[REQUIREMENT] Go through the records below line by line, counting those that contain the word "Malaquita"; answer with the count only.

[DATASET EXCERPTS]

....................

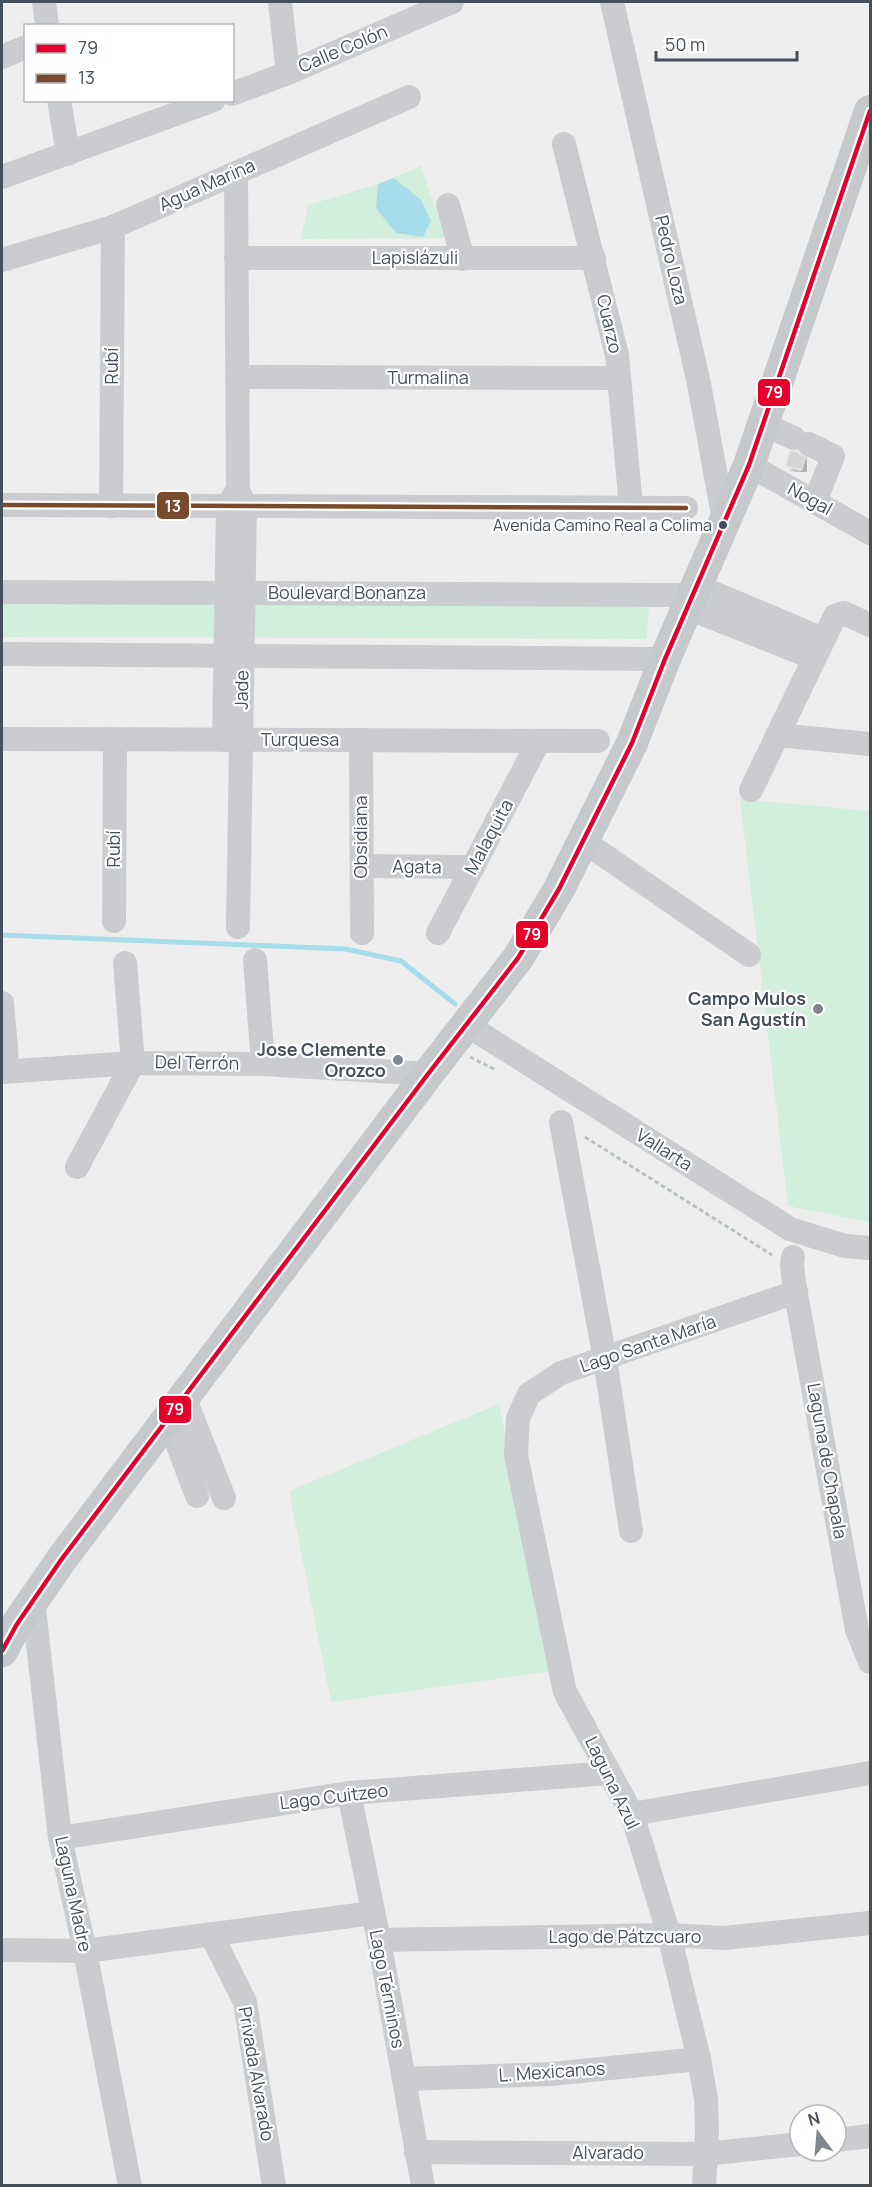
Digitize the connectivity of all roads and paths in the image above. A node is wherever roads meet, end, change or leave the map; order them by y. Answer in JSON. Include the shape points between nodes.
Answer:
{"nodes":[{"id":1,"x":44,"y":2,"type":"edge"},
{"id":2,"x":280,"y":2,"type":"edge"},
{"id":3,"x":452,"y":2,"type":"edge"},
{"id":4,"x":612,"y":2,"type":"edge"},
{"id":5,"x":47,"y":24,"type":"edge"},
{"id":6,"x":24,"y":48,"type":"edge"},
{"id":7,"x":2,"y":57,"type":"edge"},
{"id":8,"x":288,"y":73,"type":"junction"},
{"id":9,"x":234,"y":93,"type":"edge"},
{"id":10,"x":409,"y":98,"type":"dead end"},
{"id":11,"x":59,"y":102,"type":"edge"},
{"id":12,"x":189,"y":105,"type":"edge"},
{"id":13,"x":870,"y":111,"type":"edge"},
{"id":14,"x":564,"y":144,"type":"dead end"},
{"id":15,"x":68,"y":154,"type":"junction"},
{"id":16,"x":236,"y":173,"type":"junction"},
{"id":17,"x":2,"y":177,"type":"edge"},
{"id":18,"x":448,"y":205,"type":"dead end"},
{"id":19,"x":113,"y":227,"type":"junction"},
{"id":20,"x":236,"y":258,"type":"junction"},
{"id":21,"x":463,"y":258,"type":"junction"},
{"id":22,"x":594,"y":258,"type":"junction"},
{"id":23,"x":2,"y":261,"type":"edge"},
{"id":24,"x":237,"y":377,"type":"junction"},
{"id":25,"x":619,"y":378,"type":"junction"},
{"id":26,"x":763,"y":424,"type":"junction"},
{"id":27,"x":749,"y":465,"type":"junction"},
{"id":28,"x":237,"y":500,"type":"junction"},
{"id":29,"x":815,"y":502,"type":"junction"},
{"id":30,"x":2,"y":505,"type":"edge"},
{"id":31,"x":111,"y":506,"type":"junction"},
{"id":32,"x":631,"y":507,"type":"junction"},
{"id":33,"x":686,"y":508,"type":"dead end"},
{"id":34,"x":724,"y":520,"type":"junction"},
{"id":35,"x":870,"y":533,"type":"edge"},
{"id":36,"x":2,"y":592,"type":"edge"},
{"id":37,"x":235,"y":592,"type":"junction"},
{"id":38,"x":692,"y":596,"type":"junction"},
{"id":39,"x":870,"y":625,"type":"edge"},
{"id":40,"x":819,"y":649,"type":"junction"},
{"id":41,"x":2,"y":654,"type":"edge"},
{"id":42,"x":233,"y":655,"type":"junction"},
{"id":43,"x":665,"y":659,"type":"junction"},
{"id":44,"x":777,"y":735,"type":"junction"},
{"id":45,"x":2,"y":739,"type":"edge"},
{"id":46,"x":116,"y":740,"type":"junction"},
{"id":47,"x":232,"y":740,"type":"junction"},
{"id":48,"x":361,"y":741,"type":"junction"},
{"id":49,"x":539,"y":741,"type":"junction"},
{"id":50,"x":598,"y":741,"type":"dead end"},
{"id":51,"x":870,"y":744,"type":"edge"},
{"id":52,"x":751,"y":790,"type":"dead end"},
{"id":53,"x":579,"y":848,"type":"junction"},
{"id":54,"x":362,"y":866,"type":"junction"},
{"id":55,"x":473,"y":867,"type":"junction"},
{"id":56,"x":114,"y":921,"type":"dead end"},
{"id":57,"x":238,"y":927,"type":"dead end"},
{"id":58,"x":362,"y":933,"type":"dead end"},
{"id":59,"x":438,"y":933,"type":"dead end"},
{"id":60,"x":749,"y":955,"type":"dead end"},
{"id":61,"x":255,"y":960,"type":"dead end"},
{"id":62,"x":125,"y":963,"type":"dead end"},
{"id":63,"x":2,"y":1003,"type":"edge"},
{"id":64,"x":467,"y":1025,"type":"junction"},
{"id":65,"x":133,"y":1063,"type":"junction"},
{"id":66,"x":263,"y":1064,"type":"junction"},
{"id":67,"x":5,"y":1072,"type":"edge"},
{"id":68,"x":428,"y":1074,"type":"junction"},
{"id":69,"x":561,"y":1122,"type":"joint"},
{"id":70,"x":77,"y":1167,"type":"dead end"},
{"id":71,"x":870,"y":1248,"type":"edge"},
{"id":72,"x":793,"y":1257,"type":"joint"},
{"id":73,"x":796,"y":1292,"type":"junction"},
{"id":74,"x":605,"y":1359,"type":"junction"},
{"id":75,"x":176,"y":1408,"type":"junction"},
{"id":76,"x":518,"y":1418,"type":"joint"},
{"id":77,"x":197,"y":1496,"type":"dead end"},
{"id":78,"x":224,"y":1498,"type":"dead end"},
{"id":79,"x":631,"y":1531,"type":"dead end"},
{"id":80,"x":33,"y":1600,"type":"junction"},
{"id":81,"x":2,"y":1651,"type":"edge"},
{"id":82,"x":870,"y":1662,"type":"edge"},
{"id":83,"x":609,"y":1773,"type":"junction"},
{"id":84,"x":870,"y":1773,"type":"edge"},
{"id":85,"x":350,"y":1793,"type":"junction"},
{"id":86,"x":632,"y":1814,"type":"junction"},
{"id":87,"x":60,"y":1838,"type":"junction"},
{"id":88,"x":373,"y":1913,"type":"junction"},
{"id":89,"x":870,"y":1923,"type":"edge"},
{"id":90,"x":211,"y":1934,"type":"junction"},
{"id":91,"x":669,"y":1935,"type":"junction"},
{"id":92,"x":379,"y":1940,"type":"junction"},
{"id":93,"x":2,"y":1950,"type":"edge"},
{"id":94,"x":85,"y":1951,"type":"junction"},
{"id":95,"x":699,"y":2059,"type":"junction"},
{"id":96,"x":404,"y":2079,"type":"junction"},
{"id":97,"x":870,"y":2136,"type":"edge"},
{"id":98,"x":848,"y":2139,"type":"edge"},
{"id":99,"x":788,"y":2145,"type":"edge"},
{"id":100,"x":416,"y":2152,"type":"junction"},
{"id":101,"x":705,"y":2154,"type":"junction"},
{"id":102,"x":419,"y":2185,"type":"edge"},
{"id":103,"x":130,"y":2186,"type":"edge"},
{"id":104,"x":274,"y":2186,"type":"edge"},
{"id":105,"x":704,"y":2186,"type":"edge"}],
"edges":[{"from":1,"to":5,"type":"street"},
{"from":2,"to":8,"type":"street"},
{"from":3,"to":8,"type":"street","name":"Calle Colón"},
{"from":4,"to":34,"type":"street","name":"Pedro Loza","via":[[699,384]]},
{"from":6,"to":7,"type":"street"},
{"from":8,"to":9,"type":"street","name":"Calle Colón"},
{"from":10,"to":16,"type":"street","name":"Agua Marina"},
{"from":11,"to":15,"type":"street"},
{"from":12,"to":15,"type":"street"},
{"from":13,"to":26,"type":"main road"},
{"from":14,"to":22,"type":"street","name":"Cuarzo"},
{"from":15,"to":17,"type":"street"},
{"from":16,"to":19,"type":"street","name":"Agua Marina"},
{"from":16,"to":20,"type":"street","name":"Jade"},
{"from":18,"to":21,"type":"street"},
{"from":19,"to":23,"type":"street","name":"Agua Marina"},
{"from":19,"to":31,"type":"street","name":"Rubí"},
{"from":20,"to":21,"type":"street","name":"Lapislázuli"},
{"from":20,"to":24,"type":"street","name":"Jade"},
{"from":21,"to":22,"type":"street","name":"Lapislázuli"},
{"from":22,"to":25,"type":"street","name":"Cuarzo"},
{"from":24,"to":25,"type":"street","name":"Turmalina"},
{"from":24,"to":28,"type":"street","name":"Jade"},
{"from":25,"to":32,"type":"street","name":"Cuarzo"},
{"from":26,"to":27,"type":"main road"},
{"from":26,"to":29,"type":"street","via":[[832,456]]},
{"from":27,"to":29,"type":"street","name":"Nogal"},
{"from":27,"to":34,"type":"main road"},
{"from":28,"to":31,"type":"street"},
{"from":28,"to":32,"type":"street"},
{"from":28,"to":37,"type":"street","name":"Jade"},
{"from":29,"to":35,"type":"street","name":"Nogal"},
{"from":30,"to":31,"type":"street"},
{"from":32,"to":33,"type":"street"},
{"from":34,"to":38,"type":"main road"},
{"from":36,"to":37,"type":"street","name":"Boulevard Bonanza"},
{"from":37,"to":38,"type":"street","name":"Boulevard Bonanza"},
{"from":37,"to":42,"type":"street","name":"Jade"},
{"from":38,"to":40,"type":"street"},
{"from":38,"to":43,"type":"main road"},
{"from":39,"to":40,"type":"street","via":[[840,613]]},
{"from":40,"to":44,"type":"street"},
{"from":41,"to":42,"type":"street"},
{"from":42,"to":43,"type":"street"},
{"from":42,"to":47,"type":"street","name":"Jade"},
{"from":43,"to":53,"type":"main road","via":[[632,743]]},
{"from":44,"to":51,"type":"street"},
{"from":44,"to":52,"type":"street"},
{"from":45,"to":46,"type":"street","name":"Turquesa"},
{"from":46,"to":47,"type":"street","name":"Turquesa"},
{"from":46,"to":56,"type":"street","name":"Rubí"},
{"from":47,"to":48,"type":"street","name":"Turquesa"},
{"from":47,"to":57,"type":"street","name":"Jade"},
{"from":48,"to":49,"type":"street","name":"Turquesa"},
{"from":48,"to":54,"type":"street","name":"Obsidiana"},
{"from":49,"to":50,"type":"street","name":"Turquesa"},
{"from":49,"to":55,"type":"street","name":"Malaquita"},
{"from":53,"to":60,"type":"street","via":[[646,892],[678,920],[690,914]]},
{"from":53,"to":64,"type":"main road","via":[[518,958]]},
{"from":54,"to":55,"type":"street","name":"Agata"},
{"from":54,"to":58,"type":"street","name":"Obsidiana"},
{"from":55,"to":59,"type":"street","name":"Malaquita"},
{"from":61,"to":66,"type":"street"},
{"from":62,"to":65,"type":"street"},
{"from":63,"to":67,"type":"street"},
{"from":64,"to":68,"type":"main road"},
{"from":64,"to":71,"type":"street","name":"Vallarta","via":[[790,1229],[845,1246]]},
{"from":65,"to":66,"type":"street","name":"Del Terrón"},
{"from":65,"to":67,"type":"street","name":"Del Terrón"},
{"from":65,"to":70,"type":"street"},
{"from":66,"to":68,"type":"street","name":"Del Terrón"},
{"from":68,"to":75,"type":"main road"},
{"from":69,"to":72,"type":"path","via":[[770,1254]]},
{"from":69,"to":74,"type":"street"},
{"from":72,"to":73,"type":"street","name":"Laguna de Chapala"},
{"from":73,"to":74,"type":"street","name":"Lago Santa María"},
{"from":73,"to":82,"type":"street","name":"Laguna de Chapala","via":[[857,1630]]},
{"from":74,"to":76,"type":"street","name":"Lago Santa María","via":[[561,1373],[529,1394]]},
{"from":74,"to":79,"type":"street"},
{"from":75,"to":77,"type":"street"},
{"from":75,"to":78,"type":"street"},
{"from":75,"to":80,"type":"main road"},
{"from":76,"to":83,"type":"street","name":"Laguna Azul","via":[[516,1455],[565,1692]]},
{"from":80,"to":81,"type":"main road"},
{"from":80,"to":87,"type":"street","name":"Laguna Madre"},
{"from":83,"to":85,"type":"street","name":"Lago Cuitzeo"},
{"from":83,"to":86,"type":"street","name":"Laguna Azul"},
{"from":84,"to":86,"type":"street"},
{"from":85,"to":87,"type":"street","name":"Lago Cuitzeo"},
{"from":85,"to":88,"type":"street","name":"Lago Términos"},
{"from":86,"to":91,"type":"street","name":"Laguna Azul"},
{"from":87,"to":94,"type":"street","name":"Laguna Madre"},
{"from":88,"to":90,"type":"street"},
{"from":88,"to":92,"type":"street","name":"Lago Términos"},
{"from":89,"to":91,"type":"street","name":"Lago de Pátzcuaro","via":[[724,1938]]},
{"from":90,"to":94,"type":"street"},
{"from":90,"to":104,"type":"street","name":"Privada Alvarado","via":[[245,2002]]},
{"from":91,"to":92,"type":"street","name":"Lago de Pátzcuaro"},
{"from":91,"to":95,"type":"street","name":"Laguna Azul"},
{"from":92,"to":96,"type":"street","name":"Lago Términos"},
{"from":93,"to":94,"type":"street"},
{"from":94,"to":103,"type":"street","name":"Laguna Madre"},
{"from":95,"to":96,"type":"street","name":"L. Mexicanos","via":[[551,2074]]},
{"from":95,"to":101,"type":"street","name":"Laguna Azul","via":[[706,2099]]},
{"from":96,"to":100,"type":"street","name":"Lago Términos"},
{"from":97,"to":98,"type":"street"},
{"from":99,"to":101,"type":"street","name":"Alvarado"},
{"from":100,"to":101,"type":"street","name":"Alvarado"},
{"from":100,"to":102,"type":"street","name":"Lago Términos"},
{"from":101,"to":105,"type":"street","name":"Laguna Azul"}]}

....................

[SOLUTION BELOW] 2